Conclusion: None of the Section 230 presumptions is attracted; therefore no deemed contract to the contrary to fasten personal liability on the agent.
Issue 3 - Failure to sue disclosed principal and effect on suit against agent
Legal framework: A plaintiff may choose defendants, but substantive liability principles govern whether a chosen defendant can be held liable; if agent acts for disclosed principal, liability lies with principal unless pleaded otherwise.
Precedent Treatment: The Court adheres to the principle that absence of suit against disclosed principal does not convert agent into liable party where agent has not contracted personally.
Interpretation and reasoning: The plaint discloses that the LC was opened in favour of the principal and the agent's correspondence repeatedly identified the principal as beneficiary. The plaintiff's omission to sue the principal does not convert the agent into the contracting party when documentation and pleadings show principal-to-principal dealing.
Ratio vs. Obiter: Ratio - omission to sue the disclosed principal does not, by itself, render an agent liable where the contract and documentary evidence show the agent acted merely as agent.
Conclusion: Suit against agent-only cannot be sustained; plaintiff's failure to sue the disclosed principal is irrelevant to agent's non-liability under Section 230.
Issue 4 - Lifting corporate veil of subsidiary to fasten liability on holding company
Legal framework: Corporate veil may be lifted only where pleadings and evidence justify disregarding separate corporate personality; lifting requires specific pleading and proof of misuse of corporate form.

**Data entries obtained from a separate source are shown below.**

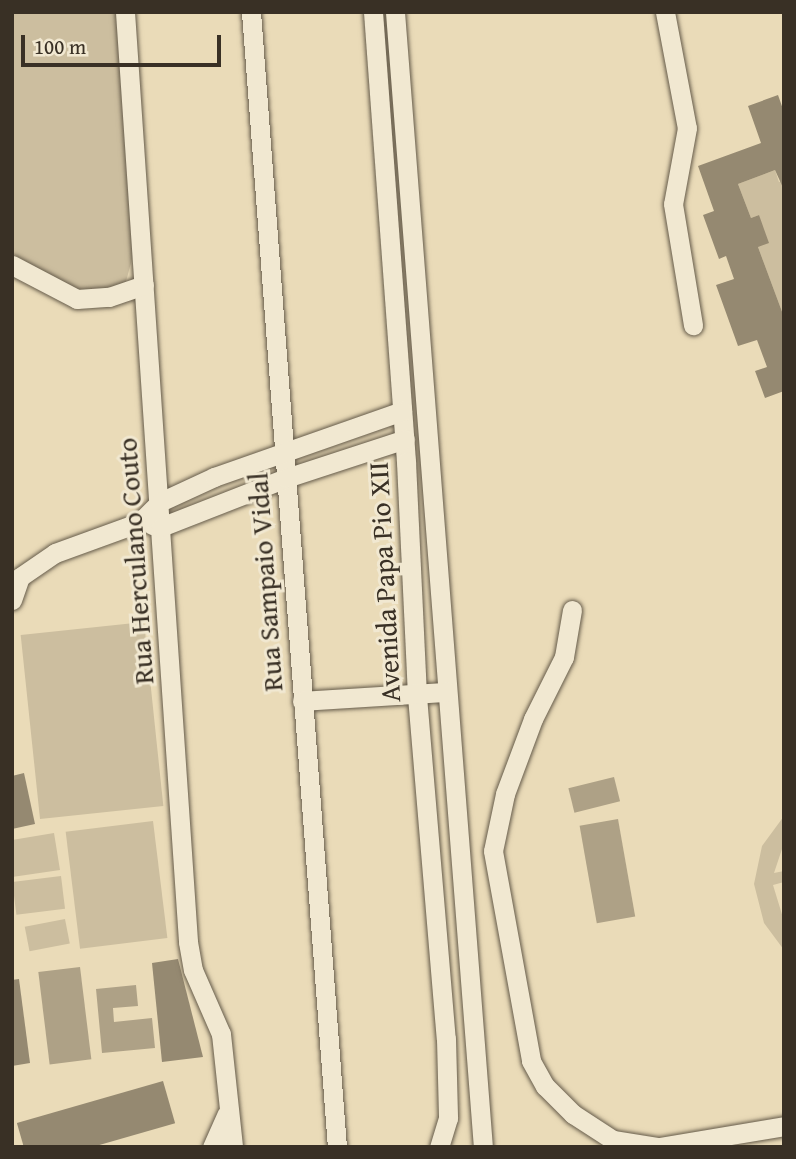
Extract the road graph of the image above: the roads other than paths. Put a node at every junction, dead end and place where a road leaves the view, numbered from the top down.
1 (125, 12) edge
2 (250, 12) edge
3 (373, 12) edge
4 (395, 12) edge
5 (665, 12) edge
6 (405, 152) junction
7 (384, 153) junction
8 (12, 265) edge
9 (144, 285) junction
10 (693, 324) dead end
11 (402, 411) junction
12 (405, 439) junction
13 (283, 451) junction
14 (286, 478) junction
15 (160, 502) junction
16 (140, 522) junction
17 (161, 527) junction
18 (12, 600) edge
19 (572, 610) dead end
20 (447, 692) junction
21 (417, 696) junction
22 (302, 701) junction
23 (230, 1099) junction
24 (784, 1126) edge
25 (212, 1147) edge
26 (233, 1147) edge
27 (337, 1147) edge
28 (439, 1147) edge
29 (483, 1147) edge
30 (659, 1147) edge

1 - 9 street, Rua Herculano Couto
2 - 13 street, Rua Sampaio Vidal
3 - 7 street, Avenida Papa Pio XII
4 - 6 street, Avenida Papa Pio XII
5 - 10 street
6 - 7 street
6 - 20 street, Avenida Papa Pio XII
7 - 11 street, Avenida Papa Pio XII
8 - 9 street
9 - 15 street, Rua Herculano Couto
11 - 12 street, Avenida Papa Pio XII
11 - 13 street
12 - 14 street
12 - 21 street, Avenida Papa Pio XII
13 - 14 street, Rua Sampaio Vidal
13 - 15 street
14 - 17 street
14 - 22 street, Rua Sampaio Vidal
15 - 16 street
15 - 17 street, Rua Herculano Couto
16 - 17 street
16 - 18 street
17 - 23 street, Rua Herculano Couto
19 - 30 street
20 - 21 street
20 - 29 street, Avenida Papa Pio XII
21 - 22 street
21 - 28 street, Avenida Papa Pio XII
22 - 27 street, Rua Sampaio Vidal
23 - 25 street, Rua Herculano Couto
23 - 26 street, Rua Herculano Couto
24 - 30 street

Precedent Treatment: The Court applies settled doctrine that mere holding-subsidiary relationship is insufficient to pierce corporate veil absent pleaded and proved reasons (fraud, sham, façade, or where subsidiary is mere alter ego).
Interpretation and reasoning: The plaint contains only the bald averment that defendant No.2 is holding company of defendant No.1; there are no pleadings or evidence to show sham, control to the extent of alter ego, or that the subsidiary was a mere façade. Consequently, there is no basis to lift the veil and fasten liability on holding company. Even if veil were hypothetically lifted, there is no pleading to show defendant No.2 conducted the business or contracted; thus liability cannot be predicated on mere corporate relationship.

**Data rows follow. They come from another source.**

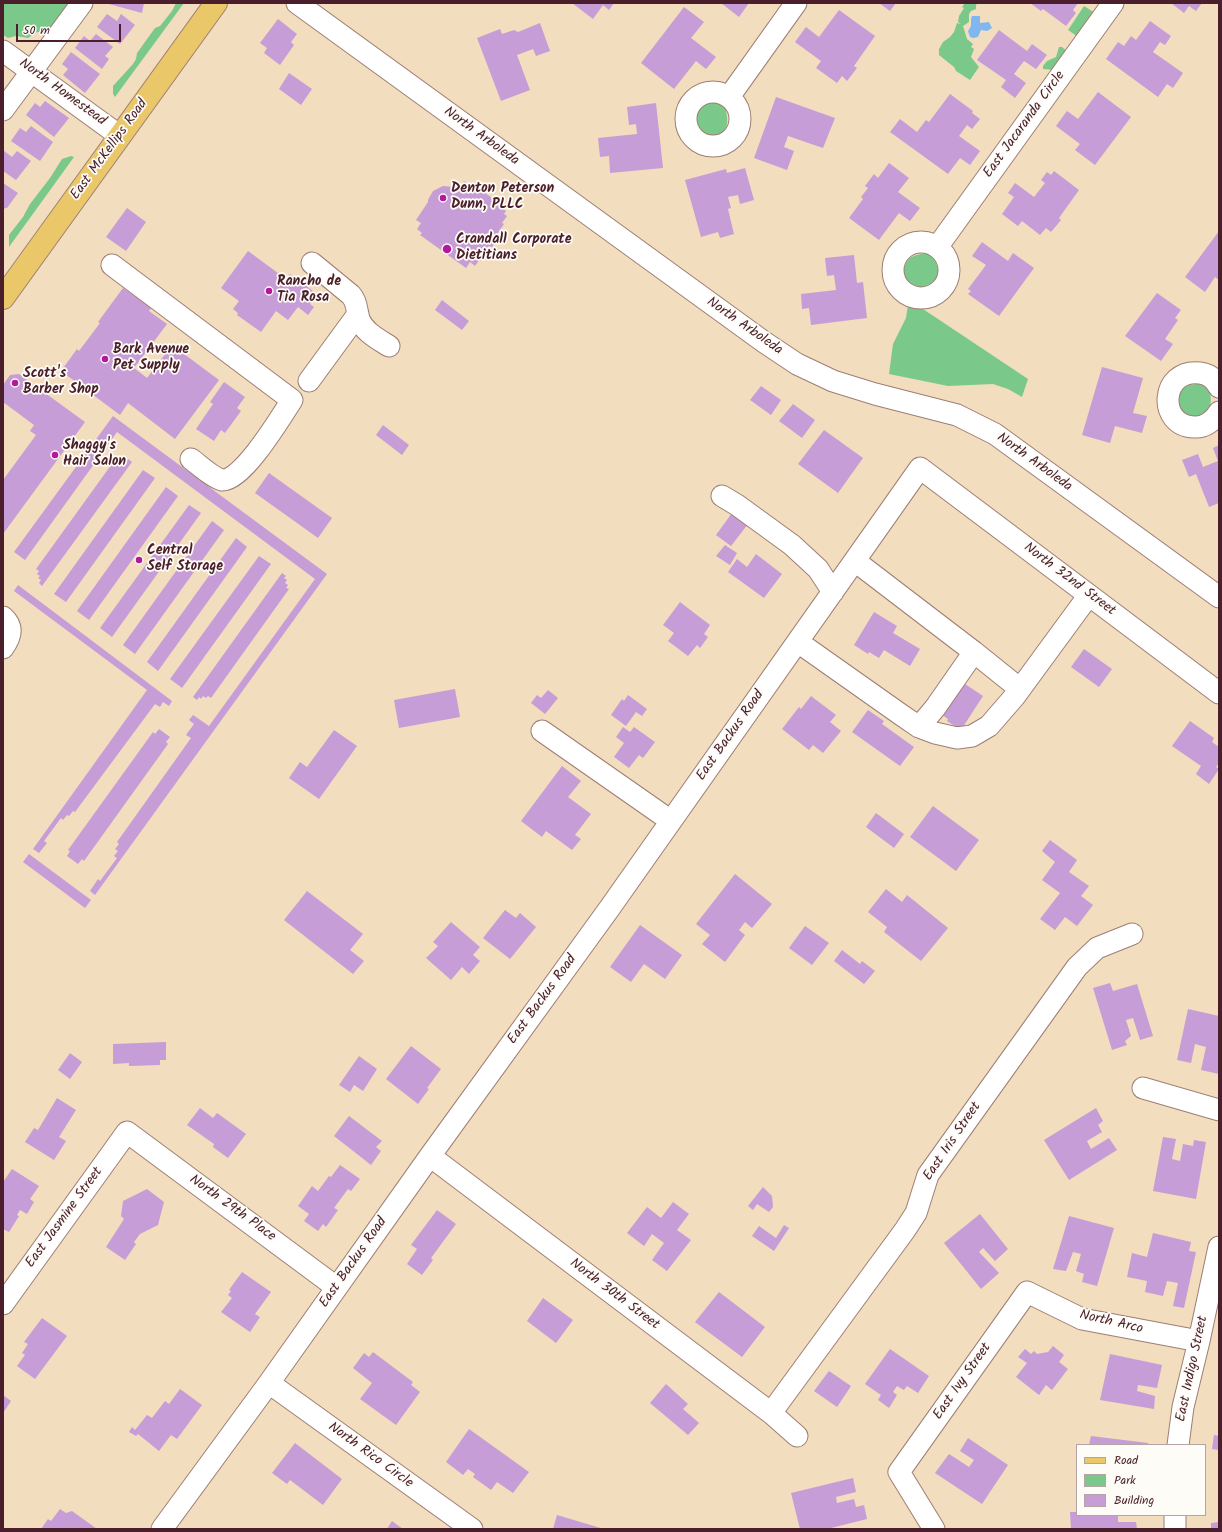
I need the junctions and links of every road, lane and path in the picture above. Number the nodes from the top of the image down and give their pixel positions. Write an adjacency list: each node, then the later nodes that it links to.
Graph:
1 (82, 3): 7 (street)
2 (216, 3): 10 (main road, East McKellips Road)
3 (297, 3): 26 (street, North Arboleda)
4 (796, 3): 8 (street)
5 (1113, 3): 11 (street, East Jacaranda Circle)
6 (3, 51): 7 (street, North Homestead)
7 (32, 72): 9 (street); 10 (street, North Homestead)
8 (729, 97)
9 (3, 110)
10 (120, 136): 14 (main road, East McKellips Road)
11 (938, 246)
12 (312, 263): 15 (street)
13 (112, 265): 20 (street)
14 (3, 298)
15 (358, 314): 16 (street); 18 (street)
16 (389, 346)
17 (1216, 376): 19 (street)
18 (309, 381)
19 (1219, 412)
20 (191, 459)
21 (920, 468): 23 (street, East Backus Road); 25 (street, North 32nd Street)
22 (722, 496): 24 (street)
23 (855, 561): 24 (street, East Backus Road); 30 (street)
24 (832, 592): 28 (street, East Backus Road)
25 (1089, 595): 31 (street); 32 (street, North 32nd Street)
26 (1219, 597)
27 (3, 617): 29 (street)
28 (798, 642): 33 (street); 35 (street, East Backus Road)
29 (3, 648)
30 (974, 652): 31 (street); 33 (street)
31 (1020, 689): 33 (street)
32 (1219, 693)
33 (919, 727)
34 (542, 731): 35 (street)
35 (671, 821): 40 (street, East Backus Road)
36 (1132, 934): 47 (street, East Iris Street)
37 (1143, 1088): 38 (street)
38 (1219, 1110)
39 (127, 1132): 42 (street, North 29th Place); 44 (street, East Jasmine Street)
40 (430, 1156): 42 (street, East Backus Road); 47 (street, North 30th Street)
41 (1219, 1247): 45 (street, East Indigo Street)
42 (336, 1287): 46 (street, East Backus Road)
43 (1027, 1292): 45 (street, North Arco); 53 (street, East Ivy Street)
44 (3, 1304)
45 (1199, 1341): 49 (street, East Indigo Street)
46 (269, 1383): 51 (street, East Backus Road); 52 (street, North Rico Circle)
47 (771, 1413): 48 (street, North 30th Street)
48 (797, 1436)
49 (1178, 1444)
50 (1175, 1516): 54 (street)
51 (162, 1529)
52 (472, 1529)
53 (934, 1529)
54 (1175, 1529)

Ratio vs. Obiter: Ratio - corporate veil cannot be lifted in absence of pleaded and proved basis; mere holding-subsidiary relationship does not suffice to impose liability on holding company.
Conclusion: No justification in pleadings or evidence to pierce corporate veil; suit against holding company fails as derivative of failure to maintain claim against subsidiary.
Ancillary observation regarding modern commercial practice
Interpretation and reasoning: The Court notes an observation attributed to Lord Denning that the two-century-old principle reflected in Section 230 may be out of sync with modern commercial practice, but holds that such policy considerations are for the legislature to address and do not alter statutory interpretation.
Ratio vs. Obiter: Obiter - the comment recognizes competing policy views but does not affect the Court's application of statutory law.
Final Conclusion
Because the plaint and ex-parte evidence establish that the defendant acted as agent for a disclosed and sueable principal and expressly identified the principal as beneficiary under the Letter of Credit, none of the exceptions under Section 230 applies, and there are no pleaded or proved grounds to lift the corporate veil of the subsidiary to fasten liability on the holding company. Accordingly, the decree against the defendants (agent and holding company) cannot stand and must be set aside.